**PROMPT**
In the data below, find each line that contains the word "overflow" and copy it.

**RECORDED DATA**

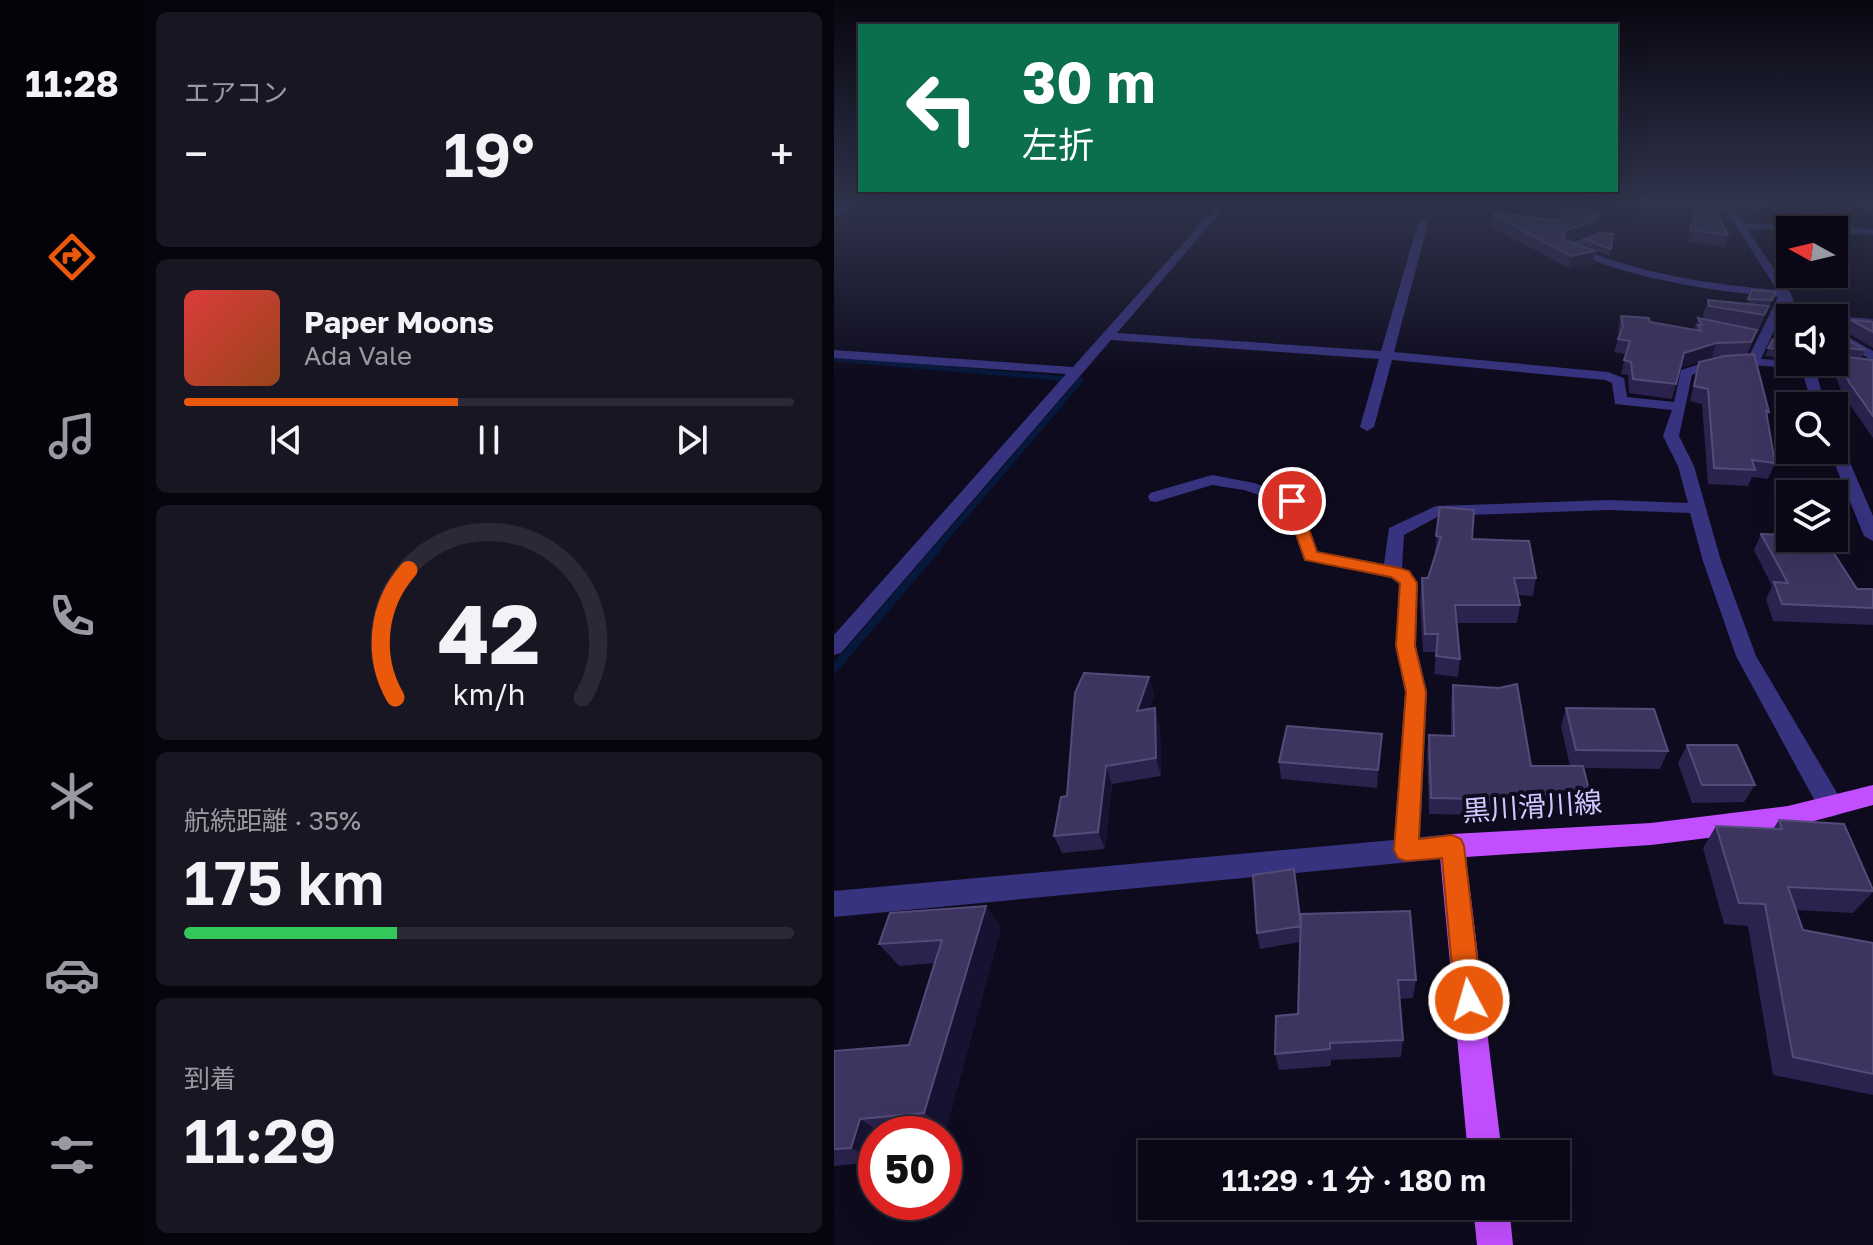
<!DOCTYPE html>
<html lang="ja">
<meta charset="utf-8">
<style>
:root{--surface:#0a0816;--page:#181623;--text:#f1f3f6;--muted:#999aa1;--line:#2a2935;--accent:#ea580c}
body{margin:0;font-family:"Golos Text","Noto Sans JP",sans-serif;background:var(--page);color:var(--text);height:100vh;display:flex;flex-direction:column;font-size:30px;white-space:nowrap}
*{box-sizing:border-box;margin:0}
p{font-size:26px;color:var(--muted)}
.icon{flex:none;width:44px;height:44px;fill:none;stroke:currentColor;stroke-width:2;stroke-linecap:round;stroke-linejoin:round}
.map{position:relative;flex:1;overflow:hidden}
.details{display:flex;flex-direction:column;gap:12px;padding:12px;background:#06040c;width:690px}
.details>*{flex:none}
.top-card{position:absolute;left:24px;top:24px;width:760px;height:168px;border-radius:0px;box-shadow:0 8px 32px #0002,0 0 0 2px var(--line);background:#0b6e4f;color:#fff;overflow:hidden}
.needle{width:52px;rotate:278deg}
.fabs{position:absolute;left:942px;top:216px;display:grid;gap:16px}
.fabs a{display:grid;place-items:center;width:72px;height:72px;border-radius:0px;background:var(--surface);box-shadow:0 8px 32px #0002,0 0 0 2px var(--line);font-size:40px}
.speed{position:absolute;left:24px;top:1116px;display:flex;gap:16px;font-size:40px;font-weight:700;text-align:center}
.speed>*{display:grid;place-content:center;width:104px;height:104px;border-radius:50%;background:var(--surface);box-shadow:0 8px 32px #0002,0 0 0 2px var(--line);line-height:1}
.speed .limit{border:12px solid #d22;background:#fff;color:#111}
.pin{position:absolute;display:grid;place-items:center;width:68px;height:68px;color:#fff;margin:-34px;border:4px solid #fff;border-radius:50%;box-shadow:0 2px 8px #0007}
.me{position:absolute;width:88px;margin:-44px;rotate:354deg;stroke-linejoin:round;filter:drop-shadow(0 0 6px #0008)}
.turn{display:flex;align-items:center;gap:28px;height:168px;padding:0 32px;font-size:36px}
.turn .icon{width:104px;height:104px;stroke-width:2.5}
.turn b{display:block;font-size:56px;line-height:68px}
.big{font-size:60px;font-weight:600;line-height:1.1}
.details .card{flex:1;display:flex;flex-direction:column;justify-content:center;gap:12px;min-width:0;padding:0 28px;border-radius:12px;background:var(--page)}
.details .dial{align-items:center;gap:0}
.dial svg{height:208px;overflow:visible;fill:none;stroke:var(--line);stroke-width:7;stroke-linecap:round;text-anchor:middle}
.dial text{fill:var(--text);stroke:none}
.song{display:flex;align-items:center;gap:24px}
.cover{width:96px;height:96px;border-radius:12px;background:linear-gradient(135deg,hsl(0 70% 55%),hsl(20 70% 35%))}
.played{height:8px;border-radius:4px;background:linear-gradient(90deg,var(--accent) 45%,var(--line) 45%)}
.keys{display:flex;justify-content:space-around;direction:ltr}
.heat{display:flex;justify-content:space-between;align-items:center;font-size:44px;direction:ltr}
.charge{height:12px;border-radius:6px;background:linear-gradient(90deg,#34c759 35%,var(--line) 0)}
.trip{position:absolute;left:304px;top:1140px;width:432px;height:80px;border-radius:0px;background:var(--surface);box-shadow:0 8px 32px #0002,0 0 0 2px var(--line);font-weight:600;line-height:80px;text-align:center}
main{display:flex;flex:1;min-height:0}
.tabs{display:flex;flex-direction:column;width:144px;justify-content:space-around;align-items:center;background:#040309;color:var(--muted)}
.tabs .icon{width:56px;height:56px}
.tabs .current{color:var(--accent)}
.tabs b{font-size:36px;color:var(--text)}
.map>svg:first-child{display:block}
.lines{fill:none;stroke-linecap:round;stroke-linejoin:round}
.stream-far2{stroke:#06183b;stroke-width:5}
.stream-far1{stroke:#06183b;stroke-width:6}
.stream{stroke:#06183b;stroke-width:8}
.minor{fill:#37337f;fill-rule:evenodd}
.major{fill:#c14eff;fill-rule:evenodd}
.wall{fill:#2b224d}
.shaded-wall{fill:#181232}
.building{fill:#3d3460;stroke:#544b79;stroke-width:2}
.route{fill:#ea580c;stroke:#983908;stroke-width:2}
.labels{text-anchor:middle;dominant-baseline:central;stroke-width:8;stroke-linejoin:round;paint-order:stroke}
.near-street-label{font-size:28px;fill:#cfc7ff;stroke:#0e0b1e}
</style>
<main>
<nav class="tabs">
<b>11:28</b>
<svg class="icon current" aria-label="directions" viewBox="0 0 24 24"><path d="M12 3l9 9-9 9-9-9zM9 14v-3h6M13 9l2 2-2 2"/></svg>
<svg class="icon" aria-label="music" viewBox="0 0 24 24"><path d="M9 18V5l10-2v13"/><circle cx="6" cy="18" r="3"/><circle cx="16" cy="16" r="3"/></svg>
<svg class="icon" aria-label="phone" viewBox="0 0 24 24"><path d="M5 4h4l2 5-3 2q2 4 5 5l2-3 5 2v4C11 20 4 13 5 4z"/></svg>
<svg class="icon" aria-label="climate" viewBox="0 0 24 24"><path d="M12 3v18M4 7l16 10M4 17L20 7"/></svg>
<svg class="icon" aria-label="car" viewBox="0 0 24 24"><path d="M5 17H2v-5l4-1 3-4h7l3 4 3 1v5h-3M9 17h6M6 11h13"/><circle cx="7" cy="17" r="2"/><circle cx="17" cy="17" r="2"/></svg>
<svg class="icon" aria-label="filters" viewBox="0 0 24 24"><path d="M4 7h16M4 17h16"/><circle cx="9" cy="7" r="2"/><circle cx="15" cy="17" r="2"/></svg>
</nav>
<section class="details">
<div class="card"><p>エアコン</p>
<div class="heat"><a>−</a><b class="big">19°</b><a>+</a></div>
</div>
<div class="card">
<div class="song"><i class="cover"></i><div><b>Paper Moons</b><p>Ada Vale</p></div></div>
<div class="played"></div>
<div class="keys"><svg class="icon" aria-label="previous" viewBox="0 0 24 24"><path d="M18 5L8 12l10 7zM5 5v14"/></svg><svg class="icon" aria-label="pause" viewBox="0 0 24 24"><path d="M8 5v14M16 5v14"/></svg><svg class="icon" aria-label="next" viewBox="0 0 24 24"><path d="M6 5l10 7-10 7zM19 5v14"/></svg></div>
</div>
<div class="card dial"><svg viewBox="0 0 100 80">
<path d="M14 69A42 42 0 1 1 86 69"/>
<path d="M14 69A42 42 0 0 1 19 20" stroke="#ea580c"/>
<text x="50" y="56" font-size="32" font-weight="700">42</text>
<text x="50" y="72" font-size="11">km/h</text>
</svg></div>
<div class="card"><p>航続距離 · 35%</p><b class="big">175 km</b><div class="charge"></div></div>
<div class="card"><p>到着</p><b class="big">11:29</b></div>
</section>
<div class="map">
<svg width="1039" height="1245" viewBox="0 0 1039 1245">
<rect width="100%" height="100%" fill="#0e0b1e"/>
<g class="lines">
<path class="stream-far2" d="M0 359 247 380 225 405"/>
<path class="stream-far1" d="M103 548 227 403"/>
<path class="stream" d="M0 669 105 546"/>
<path class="minor" d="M20 202H30L0 218V211Z
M386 202H395L283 333 547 351 584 223 589 220 594 223 560 352 774 372 790 378 793 397 840 402 847 370 878 360 914 358 944 297C870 290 799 279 730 249V245L758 235 761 240 743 247C807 274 874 284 943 290L887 202H895L910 223 1039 229V235L1000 233V230L913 229 957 294 965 318 955 321 950 309 927 359 979 362 992 406H978L968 370C933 366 892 360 858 375L845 436 860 466 887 561 922 656 1006 798 1009 806 1006 814 997 817 988 814 902 656 869 561 856 513 775 510 605 516 570 535 568 569 576 571 584 583 582 646 593 692 586 837 618 834 627 838 631 846 627 854 618 858 0 917V891L560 840 571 692 562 646 565 584 557 578 470 560 451 504 410 490 378 485 322 502 316 501 314 497 316 493 378 475 420 483 464 497 484 552 550 564 555 528 602 506 775 500 854 503 844 466 829 436 838 410 781 404 778 383 771 380 558 360 540 427 533 431 526 427 545 359 277 340 7 653 0 655V635L232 374 0 358V350L239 367Z
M1000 316 1039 319V327L1000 324V318H995Z
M1000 329 1039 351V361L1000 338Z
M1000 439 1008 444 1039 516V541L1030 536 995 450H1000Z"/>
<path class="major" d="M1039 785V805L954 828 817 845 632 857 668 1154H634L605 846 609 838 618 834 817 823 954 806Z
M639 1206H675L679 1245H643Z"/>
</g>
<path class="wall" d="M865 202 894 235 890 246 853 242Z
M658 214 762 224 759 232 734 241 759 264 735 268 656 226Z
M779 234 776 256 751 247 753 240Z
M918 290 942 292 913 354 935 412 933 417 941 463 934 479 918 477 914 486 874 484 868 404 856 401 865 362 887 356 878 357 847 367 838 399 795 393 794 375 787 374 792 354 780 352 785 336 784 329 787 316 860 330 864 318 870 319 869 315 874 300 913 304Z
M1039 318V348L1012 332 1017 320 1037 322Z
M948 319 956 320 955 337 941 334Z
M1002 333 1031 350 1028 358 1000 355Z
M939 339 956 342V351L953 358 931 356Z
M1004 356 1039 360V438L1009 395 998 368Z
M606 507 638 539 702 578 699 596 684 595 686 605 683 623H623L626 659 624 677 600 674 602 652H589L586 601 588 578H594L602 553H601Z
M927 534 1023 589 1039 608V625L939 621 932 599 938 586 920 550Z
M315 677 320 695 315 709 326 727 327 776 278 784 271 849 228 853 220 836Z
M619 685 697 766H736L727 726 732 708 834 751 826 769 749 768 756 794 750 810 699 811 697 816 595 814 593 752 595 735 617 736V703Z
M548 734 543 788 447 779 445 762Z
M853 745 921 785 910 802 858 803 844 763Z
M945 820 1039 890V892L1019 913 962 910 969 930 1039 943V1095L939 1075 914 926 890 924 869 848 882 826 939 829Z
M152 906 167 928 112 1129 61 1134H42V1162L0 1166V1051L75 1045 101 963 65 966 45 944Z
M466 924 582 980 579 998 565 999 569 1040 567 1057 497 1060V1066L445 1070 441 1054 464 1014 466 942 426 949 423 933Z"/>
<path class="shaded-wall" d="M764 212 759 232 728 243 730 231Z
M761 251 759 264 735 268 737 256Z
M882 343 878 357 846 367 850 353Z
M315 677 320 695 308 729 303 711Z
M321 708 326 727 327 776 322 758Z
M548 734 547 752 543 788 544 770Z
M272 766 278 784 271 849 264 832Z
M152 906 167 928 112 1129 90 1113Z
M26 1119 49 1134H42V1162L17 1148Z"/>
<path class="building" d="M865 202H878L894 235 856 230Z
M730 209 764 212 761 221 730 231 731 240 761 251 737 256 658 214 659 212 724 221Z
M765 233 779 234 777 249 753 240Z
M918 290 942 292 938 300 914 299Z
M874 300 935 306 930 315 875 306Z
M787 316 815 318 816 322 867 331 864 325H868L864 318 923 330 917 342 882 343 850 353 842 384 799 379 797 362 790 360 796 341 784 339 789 326Z
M948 319 956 320V329L944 326Z
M1017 320 1039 322V332Z
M1000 323 1002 333 1031 350 1004 347 1000 350Z
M939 339 956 342V350L934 348Z
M920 354 935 412 932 411 941 463 918 460 921 470 880 468 874 389 860 386 865 362 890 356Z
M1004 356 1039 360V416L1015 382Z
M606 507 640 510 638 539 695 541 702 578H680L686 605H621L626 659 602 656 604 634H591L588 578H594L607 537 602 536Z
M927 534 956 535V538H990L1023 589H1038L1039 590V608L948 604 940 582 954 583Z
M250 673 315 677 303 711 321 708 322 758 272 766 264 832 220 836 227 797 233 796 241 693Z
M683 684 697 766H749L756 794H701L702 800 597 798 595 735 620 736 619 685 665 688Z
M732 708 820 709 834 751 742 750Z
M453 726 548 734 544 770 445 762Z
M853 745H903L921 785H868Z
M945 820 1010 824 1039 890V891L954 887 969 930 1039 943V1074L959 1057 931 904 905 903 882 826 948 829Z
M460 869 467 926 423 933 419 875Z
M152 906 90 1113 26 1119 17 1148 0 1149V1051L75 1045 108 940 45 944 56 913Z
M576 911 582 980H564L569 1040 496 1043V1049L441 1054 442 1016 464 1014 467 914Z"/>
<linearGradient id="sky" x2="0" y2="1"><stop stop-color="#080610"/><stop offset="0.54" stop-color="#30344c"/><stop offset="1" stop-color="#30344c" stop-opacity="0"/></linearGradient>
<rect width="1039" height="376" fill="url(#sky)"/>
<path class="route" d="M458 496 465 501 483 552 565 568 575 571 583 583 581 646 592 692 585 839 618 835 627 839 630 846 648 1000 644 1010 635 1014 625 1010 621 1000 608 858 572 861 564 858 560 850 572 692 562 646 566 583 557 577 471 560 450 501Z"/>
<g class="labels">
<g class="near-street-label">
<text transform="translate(698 806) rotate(-4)">黒川滑川線</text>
</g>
</g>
</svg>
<div class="fabs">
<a><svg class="needle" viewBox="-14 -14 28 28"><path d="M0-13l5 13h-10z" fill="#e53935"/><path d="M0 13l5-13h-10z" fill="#999aa1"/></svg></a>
<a><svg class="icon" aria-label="sound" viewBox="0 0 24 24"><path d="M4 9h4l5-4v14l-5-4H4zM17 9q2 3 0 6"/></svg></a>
<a><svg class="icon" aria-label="search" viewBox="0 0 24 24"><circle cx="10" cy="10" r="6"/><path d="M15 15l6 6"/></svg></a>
<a><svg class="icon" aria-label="layers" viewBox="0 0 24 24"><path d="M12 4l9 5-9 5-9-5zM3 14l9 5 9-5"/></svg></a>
</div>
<div class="speed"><div class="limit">50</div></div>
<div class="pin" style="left:458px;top:501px;background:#d93025"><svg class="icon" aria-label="arrive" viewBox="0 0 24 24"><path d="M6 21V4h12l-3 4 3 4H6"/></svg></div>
<svg class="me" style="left:635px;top:1000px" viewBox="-20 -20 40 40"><circle r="17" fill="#ea580c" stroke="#fff" stroke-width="3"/><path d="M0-11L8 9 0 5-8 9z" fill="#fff"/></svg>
<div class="trip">11:29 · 1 分 · 180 m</div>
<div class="top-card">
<div class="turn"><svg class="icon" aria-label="left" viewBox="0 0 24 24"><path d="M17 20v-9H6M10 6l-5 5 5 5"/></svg><div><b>30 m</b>左折</div></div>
</div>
</div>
</main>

**PROBLEM SOLUTION**
.map{position:relative;flex:1;overflow:hidden}
.top-card{position:absolute;left:24px;top:24px;width:760px;height:168px;border-radius:0px;box-shadow:0 8px 32px #0002,0 0 0 2px var(--line);background:#0b6e4f;color:#fff;overflow:hidden}
.dial svg{height:208px;overflow:visible;fill:none;stroke:var(--line);stroke-width:7;stroke-linecap:round;text-anchor:middle}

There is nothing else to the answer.